• **Supplied data**:

━━━━━━━━

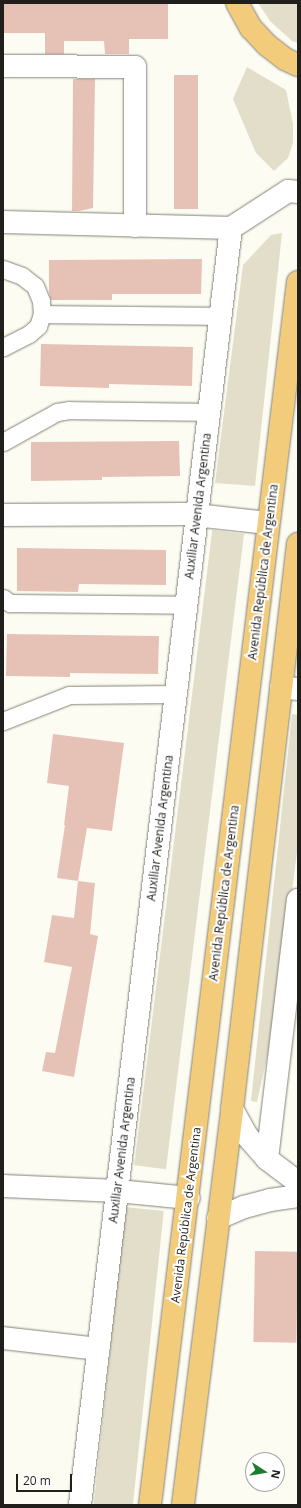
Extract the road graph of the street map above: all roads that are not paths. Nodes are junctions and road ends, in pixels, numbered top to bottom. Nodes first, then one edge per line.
1 (237, 3) edge
2 (292, 62) edge
3 (3, 66) edge
4 (298, 80) edge
5 (298, 192) edge
6 (3, 222) edge
7 (135, 226) junction
8 (231, 228) junction
9 (3, 269) edge
10 (298, 282) edge
11 (42, 314) junction
12 (221, 316) junction
13 (3, 347) edge
14 (208, 412) junction
15 (3, 442) edge
16 (3, 515) edge
17 (197, 515) junction
18 (268, 523) junction
19 (298, 544) edge
20 (5, 605) edge
21 (186, 605) junction
22 (289, 688) edge
23 (176, 694) junction
24 (3, 721) edge
25 (298, 900) edge
26 (232, 1109) junction
27 (267, 1159) junction
28 (298, 1182) edge
29 (3, 1186) edge
30 (118, 1191) junction
31 (298, 1196) edge
32 (188, 1198) junction
33 (218, 1218) junction
34 (3, 1338) edge
35 (98, 1349) junction
36 (80, 1505) edge
37 (150, 1505) edge
38 (183, 1505) edge

1 - 2 main road
2 - 4 main road
3 - 7 street
5 - 8 street
6 - 7 street
7 - 8 street
8 - 12 street, Auxiliar Avenida Argentina
9 - 11 street
10 - 18 main road, Avenida República de Argentina
11 - 12 street
11 - 13 street
12 - 14 street, Auxiliar Avenida Argentina
14 - 15 street
14 - 17 street, Auxiliar Avenida Argentina
16 - 17 street
17 - 18 street
17 - 21 street, Auxiliar Avenida Argentina
18 - 32 main road, Avenida República de Argentina
19 - 22 main road
20 - 21 street
21 - 23 street, Auxiliar Avenida Argentina
22 - 26 main road
23 - 24 street
23 - 30 street, Auxiliar Avenida Argentina
25 - 27 street
26 - 27 street
26 - 33 main road
27 - 28 street
29 - 30 street
30 - 32 street
30 - 35 street, Auxiliar Avenida Argentina
31 - 33 street
32 - 37 main road, Avenida República de Argentina
33 - 38 main road
34 - 35 street
35 - 36 street, Auxiliar Avenida Argentina

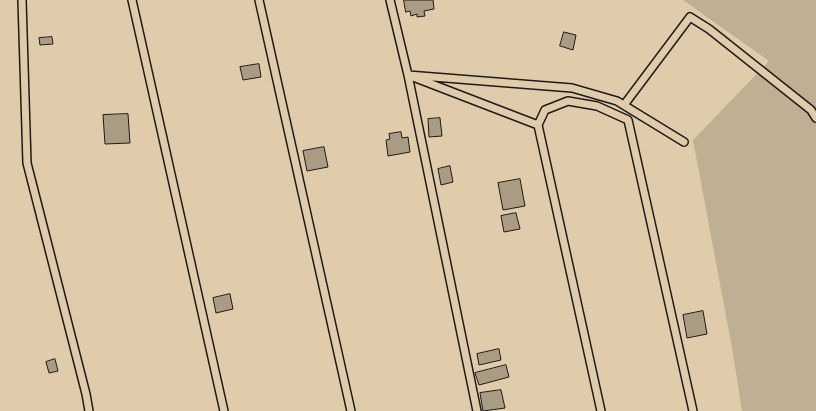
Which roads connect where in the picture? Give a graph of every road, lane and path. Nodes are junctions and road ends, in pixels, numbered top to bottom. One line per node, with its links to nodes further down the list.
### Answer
1 (22, 0): 10 (lane)
2 (132, 0): 11 (lane)
3 (259, 0): 12 (lane)
4 (390, 0): 5 (lane)
5 (408, 75): 6 (lane); 8 (lane); 13 (lane)
6 (624, 105): 7 (lane); 9 (lane)
7 (816, 118)
8 (538, 125): 14 (lane); 15 (lane)
9 (684, 142)
10 (89, 411)
11 (224, 411)
12 (351, 411)
13 (477, 411)
14 (601, 411)
15 (693, 411)

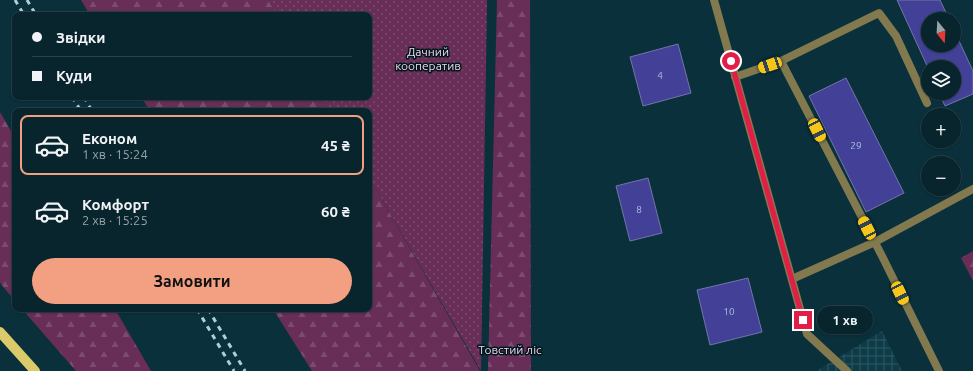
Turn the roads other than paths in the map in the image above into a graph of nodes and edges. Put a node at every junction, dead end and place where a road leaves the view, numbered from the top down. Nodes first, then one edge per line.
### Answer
1 (714, 0) edge
2 (781, 61) junction
3 (735, 77) junction
4 (927, 103) dead end
5 (973, 189) edge
6 (874, 242) junction
7 (792, 279) junction
8 (0, 332) edge
9 (35, 371) edge
10 (847, 371) edge
11 (939, 371) edge

1 - 3 lane
2 - 3 lane
2 - 4 lane
2 - 6 lane
3 - 7 lane
5 - 6 lane
6 - 7 lane
6 - 11 lane
7 - 10 lane
8 - 9 main road

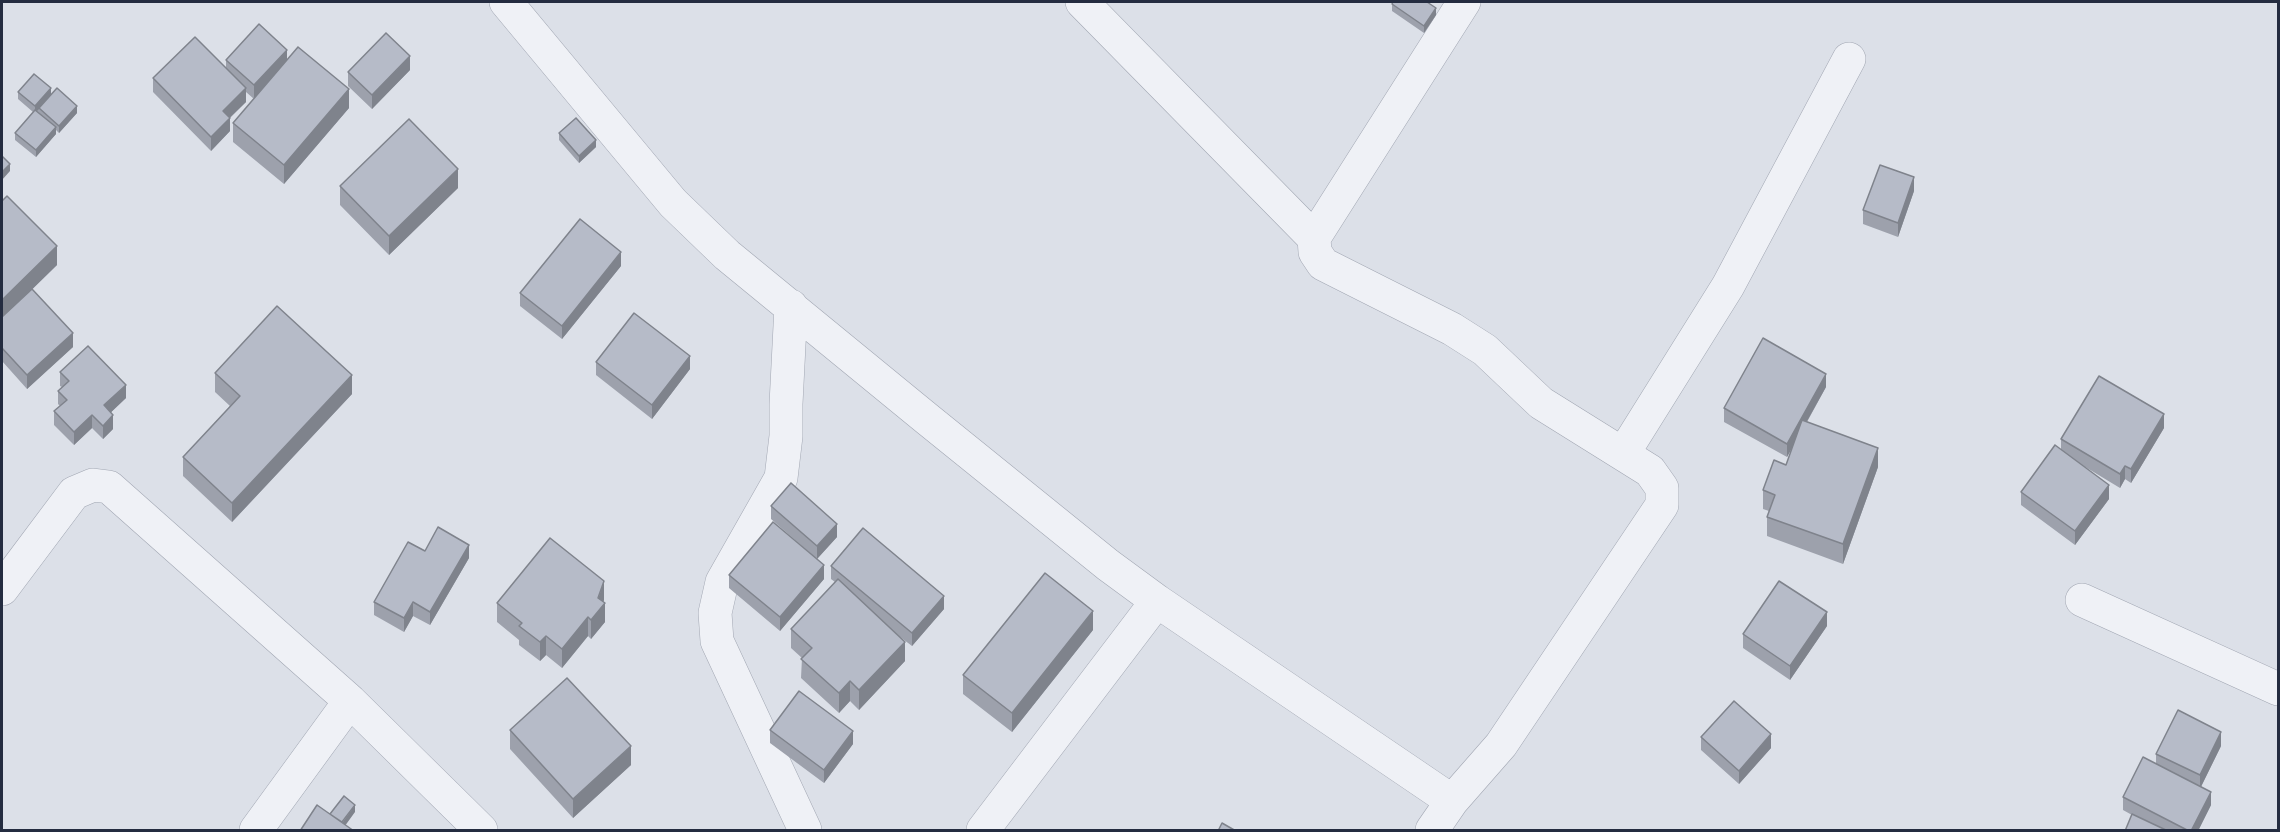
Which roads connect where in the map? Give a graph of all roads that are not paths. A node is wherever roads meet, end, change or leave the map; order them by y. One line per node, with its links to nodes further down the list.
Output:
1 (506, 2): 6 (street)
2 (1082, 2): 5 (street)
3 (1464, 2): 5 (street)
4 (1849, 59): 7 (street)
5 (1314, 238): 7 (street)
6 (791, 306): 10 (street); 16 (street)
7 (1623, 454): 13 (street)
8 (2, 589): 12 (street)
9 (2082, 600): 11 (street)
10 (1157, 601): 13 (street); 17 (street)
11 (2278, 689)
12 (350, 700): 14 (street); 15 (street)
13 (1452, 801): 18 (street)
14 (256, 831)
15 (481, 831)
16 (805, 831)
17 (983, 831)
18 (1432, 831)

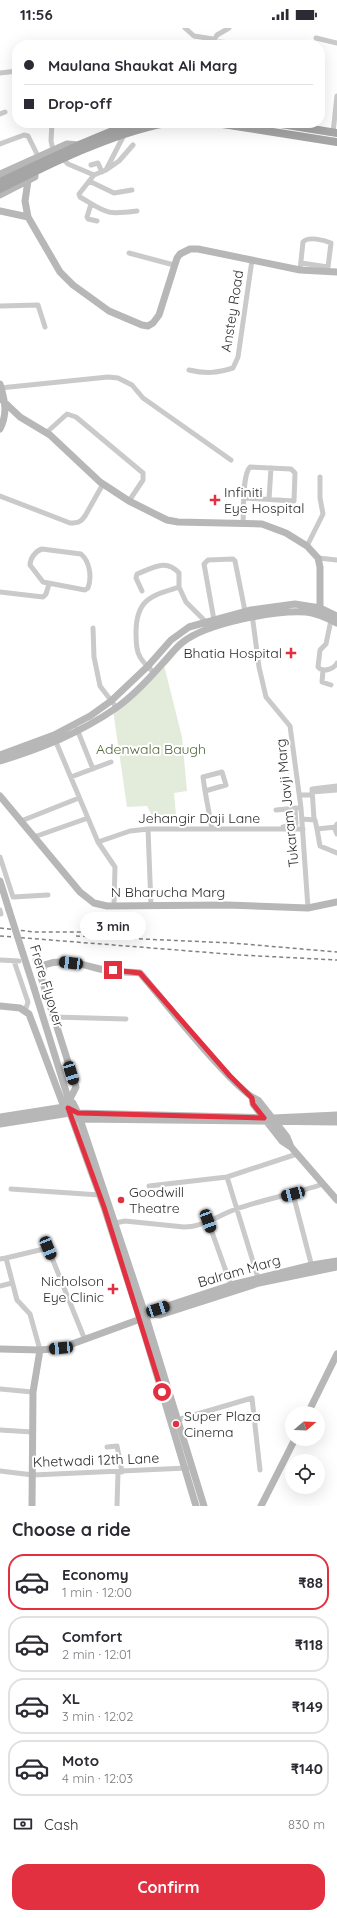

━━━━━━━━

• **Problem to work on**: Your answer must be the number of lines above that contain the word "with", stated alone.

• **Task output**: 2